Dalam rangka memperingati Hari Pendidikan Nasional, Fakultas Matematika dan Ilmu Pengetahuan Alam (FMIPA) Universitas Negeri Semarang menghadirkan program video podcast edukatif bertajuk “FMIPA SDGs Talk Series 1”. Program ini menjadi wadah diskusi ilmiah yang mengangkat kontribusi civitas akademika terhadap Tujuan Pembangunan Berkelanjutan.
Seri perdana SDGs Talk menghadirkan Dr. Drs. Sugiman, M.Si., dosen dan peneliti FMIPA Universitas Negeri Semarang yang dikenal sebagai inovator teknologi asistif matematika bagi anak berkebutuhan khusus (ABK).
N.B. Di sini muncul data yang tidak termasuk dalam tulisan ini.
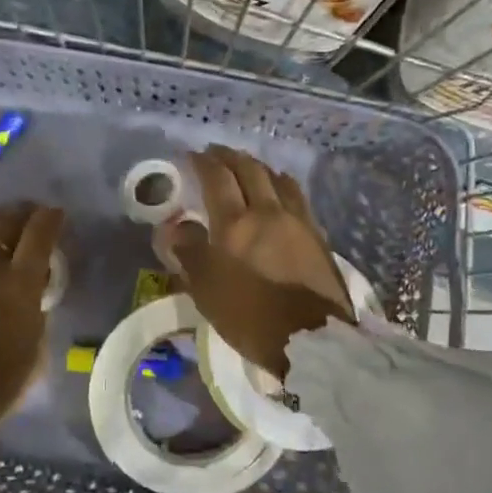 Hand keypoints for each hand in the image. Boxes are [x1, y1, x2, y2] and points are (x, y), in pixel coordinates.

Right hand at [161, 146, 352, 377]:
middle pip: (249, 170)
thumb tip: (174, 226)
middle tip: (216, 153)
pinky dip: (281, 184)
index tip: (192, 154)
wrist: (312, 339)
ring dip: (258, 166)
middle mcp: (268, 211)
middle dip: (230, 157)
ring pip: (277, 178)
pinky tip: (279, 190)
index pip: (217, 178)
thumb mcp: (207, 290)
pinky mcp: (317, 234)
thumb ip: (189, 253)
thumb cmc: (250, 318)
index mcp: (236, 223)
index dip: (203, 162)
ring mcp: (297, 220)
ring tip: (247, 167)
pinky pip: (296, 196) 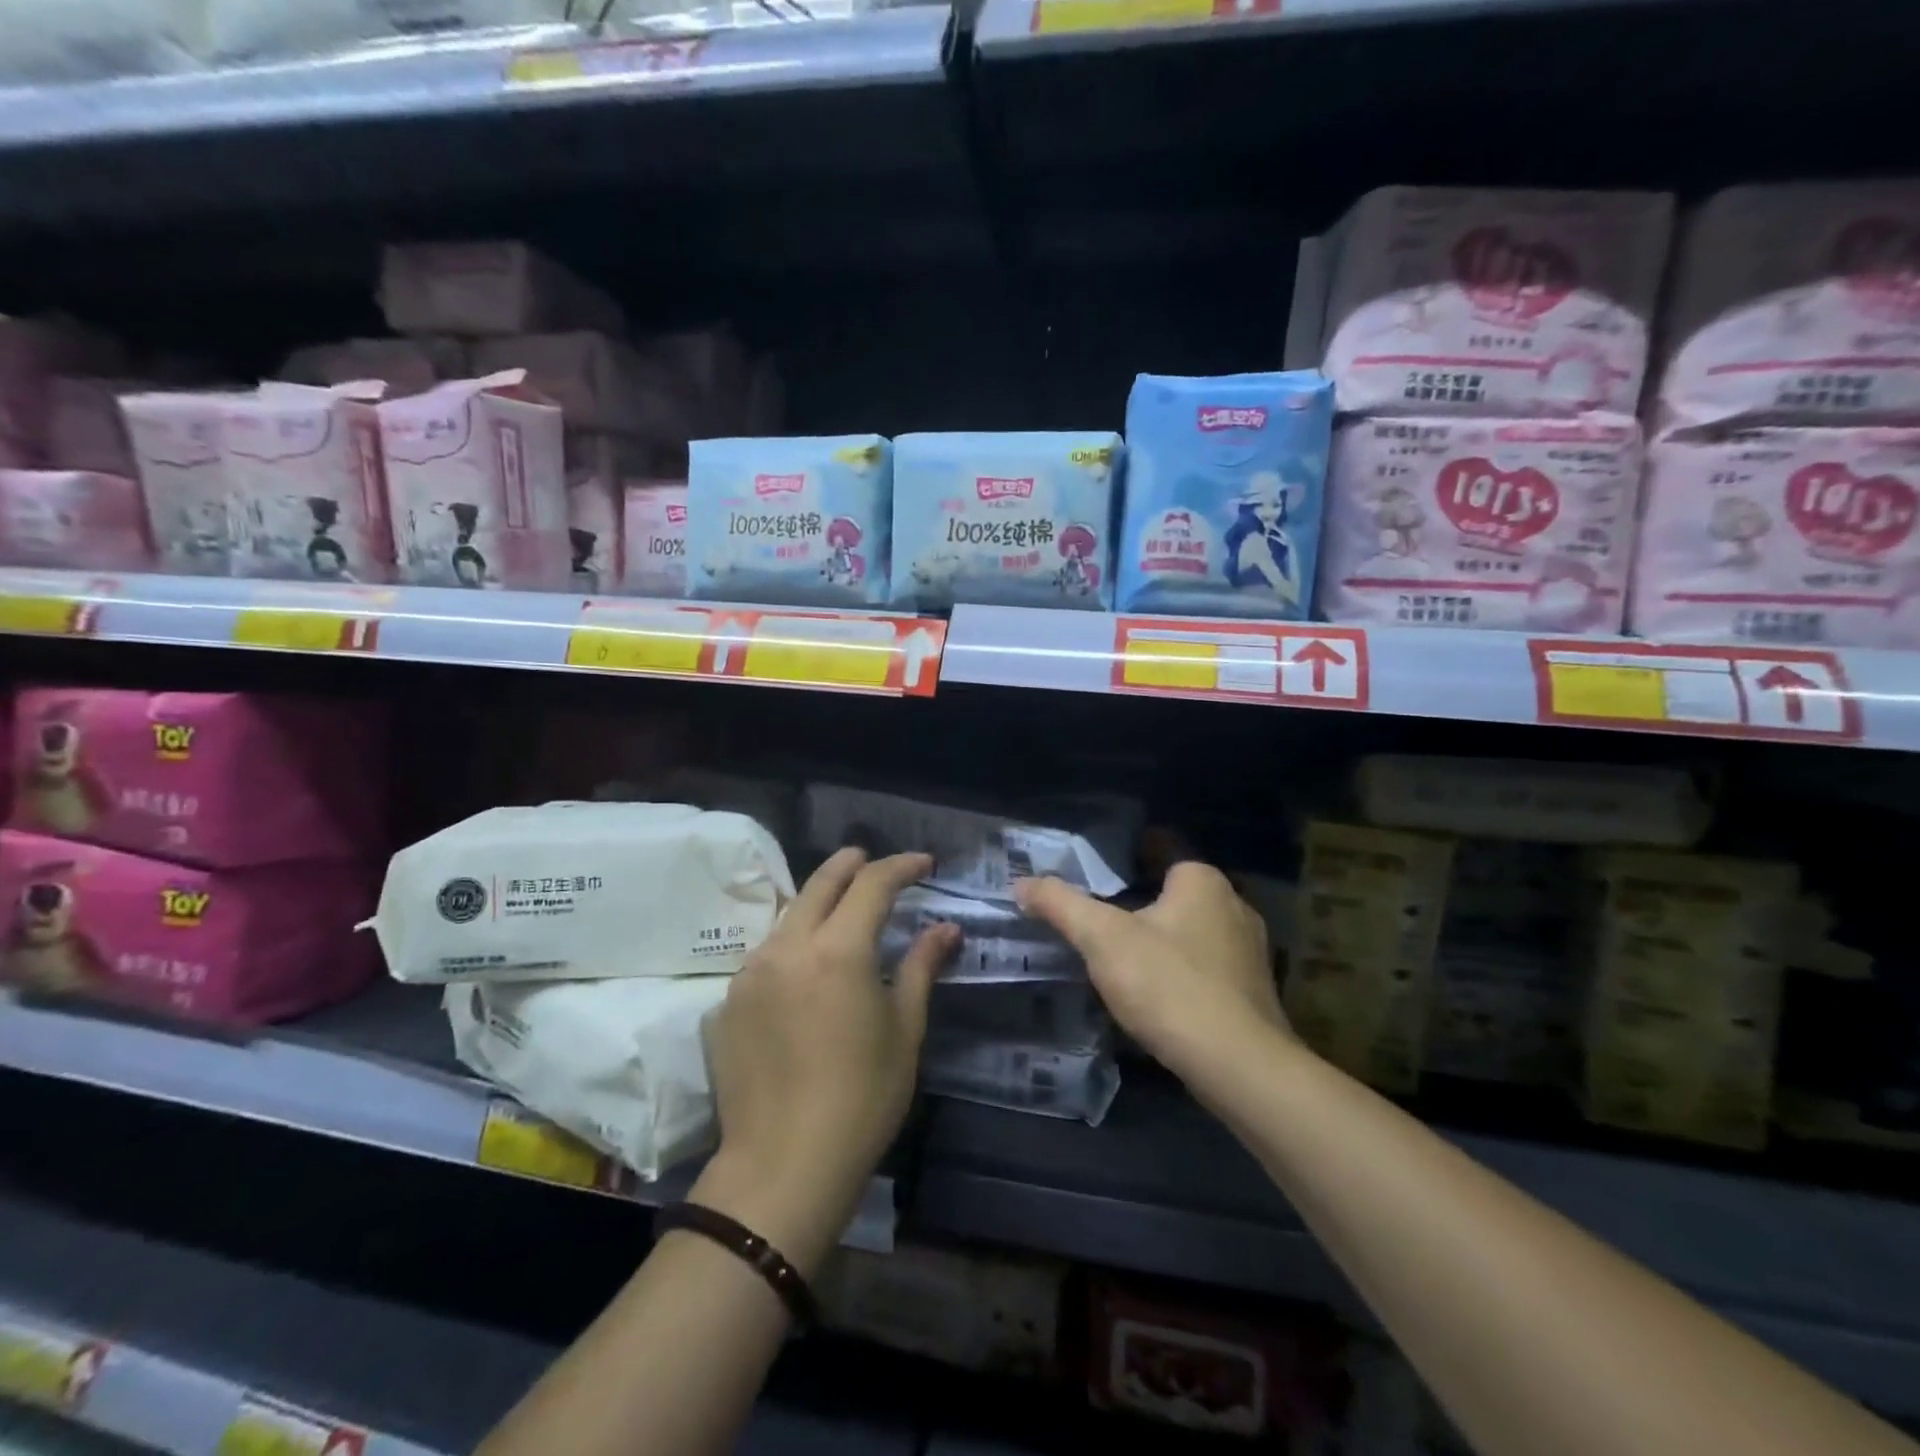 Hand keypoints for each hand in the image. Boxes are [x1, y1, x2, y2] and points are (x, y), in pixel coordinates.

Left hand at [694, 848, 956, 1272]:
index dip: (900, 867)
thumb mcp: (904, 1030)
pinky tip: (805, 965)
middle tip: (869, 858)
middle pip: (820, 884)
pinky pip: (766, 954)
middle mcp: (788, 946)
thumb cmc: (861, 1098)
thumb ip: (921, 967)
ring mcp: (750, 971)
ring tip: (839, 907)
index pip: (872, 884)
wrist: (782, 1165)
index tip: (923, 864)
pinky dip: (792, 943)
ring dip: (817, 903)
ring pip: (788, 916)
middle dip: (850, 864)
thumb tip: (945, 928)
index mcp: (838, 949)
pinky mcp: (727, 1001)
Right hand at [1016, 862, 1292, 1098]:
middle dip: (1140, 897)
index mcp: (1202, 880)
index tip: (1095, 865)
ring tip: (1120, 953)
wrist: (1238, 1067)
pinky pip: (1205, 965)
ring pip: (1192, 930)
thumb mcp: (1102, 939)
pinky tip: (1156, 991)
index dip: (1127, 851)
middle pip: (1175, 891)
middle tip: (1098, 912)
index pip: (1161, 847)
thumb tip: (1021, 883)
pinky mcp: (1252, 991)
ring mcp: (1250, 950)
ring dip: (1161, 936)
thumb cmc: (1169, 985)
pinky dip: (1180, 970)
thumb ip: (1061, 904)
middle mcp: (1234, 905) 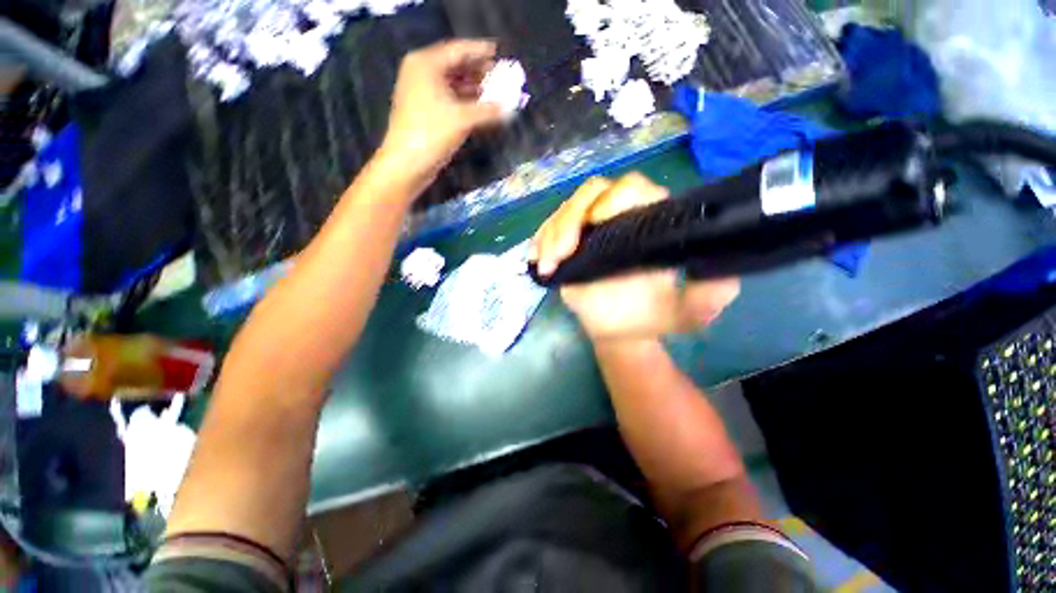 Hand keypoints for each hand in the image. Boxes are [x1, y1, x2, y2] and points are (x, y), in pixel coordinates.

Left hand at [377, 39, 504, 182]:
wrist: (406, 164)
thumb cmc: (431, 134)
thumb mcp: (463, 119)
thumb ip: (488, 110)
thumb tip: (510, 106)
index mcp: (426, 64)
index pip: (458, 50)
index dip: (480, 51)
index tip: (499, 52)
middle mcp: (422, 72)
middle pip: (455, 66)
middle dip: (478, 71)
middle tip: (500, 75)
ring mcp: (422, 92)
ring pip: (453, 83)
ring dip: (474, 88)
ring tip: (496, 91)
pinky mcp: (425, 111)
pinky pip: (449, 98)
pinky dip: (465, 101)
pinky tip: (481, 107)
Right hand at [530, 173, 739, 339]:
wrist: (618, 330)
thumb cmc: (647, 317)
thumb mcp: (687, 313)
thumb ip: (709, 296)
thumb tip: (720, 271)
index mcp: (646, 222)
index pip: (632, 189)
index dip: (613, 199)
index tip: (596, 224)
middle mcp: (616, 217)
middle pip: (589, 193)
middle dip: (571, 219)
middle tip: (562, 253)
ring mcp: (587, 229)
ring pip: (565, 211)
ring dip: (552, 234)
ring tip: (549, 263)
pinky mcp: (567, 243)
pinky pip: (548, 231)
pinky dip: (539, 242)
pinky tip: (537, 259) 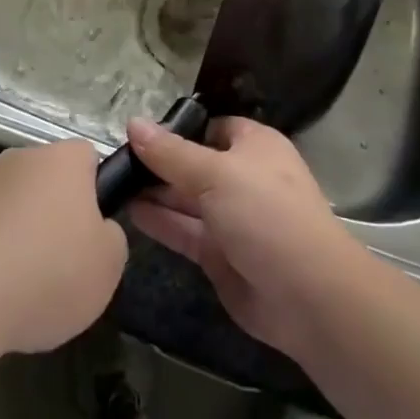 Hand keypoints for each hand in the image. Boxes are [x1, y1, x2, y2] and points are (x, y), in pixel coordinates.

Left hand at [0, 140, 126, 366]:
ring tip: (24, 284)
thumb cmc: (48, 273)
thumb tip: (96, 230)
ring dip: (22, 232)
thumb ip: (111, 236)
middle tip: (64, 261)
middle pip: (49, 180)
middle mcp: (21, 158)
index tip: (94, 230)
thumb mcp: (108, 265)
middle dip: (57, 213)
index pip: (89, 157)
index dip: (97, 191)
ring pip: (15, 204)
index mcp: (63, 159)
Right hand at [126, 117, 366, 360]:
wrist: (307, 295)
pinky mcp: (220, 255)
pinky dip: (160, 221)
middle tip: (114, 159)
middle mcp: (243, 178)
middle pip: (195, 163)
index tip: (138, 131)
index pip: (211, 127)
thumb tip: (133, 123)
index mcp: (254, 146)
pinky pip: (185, 231)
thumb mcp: (215, 173)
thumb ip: (171, 152)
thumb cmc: (266, 213)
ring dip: (155, 192)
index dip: (178, 128)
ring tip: (112, 182)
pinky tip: (129, 211)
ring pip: (187, 199)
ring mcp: (232, 218)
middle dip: (160, 162)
Ia mengembangkan Abanetra Pecahan sebagai alat bantu abakus untuk tunanetra serta berbagai media pembelajaran inklusif seperti SAPA Disabilitas.
Selain itu, ia juga menginisiasi pergelaran karya KINEMATIKA yang menampilkan inovasi mahasiswa dan mendapat perhatian nasional melalui kunjungan Ibu Fatimah Asri Mutmainnah dari Komisi Nasional Disabilitas. Fokus risetnya mencakup pengembangan imajinasi berpikir matematis serta inovasi media pembelajaran ramah disabilitas di sekolah luar biasa.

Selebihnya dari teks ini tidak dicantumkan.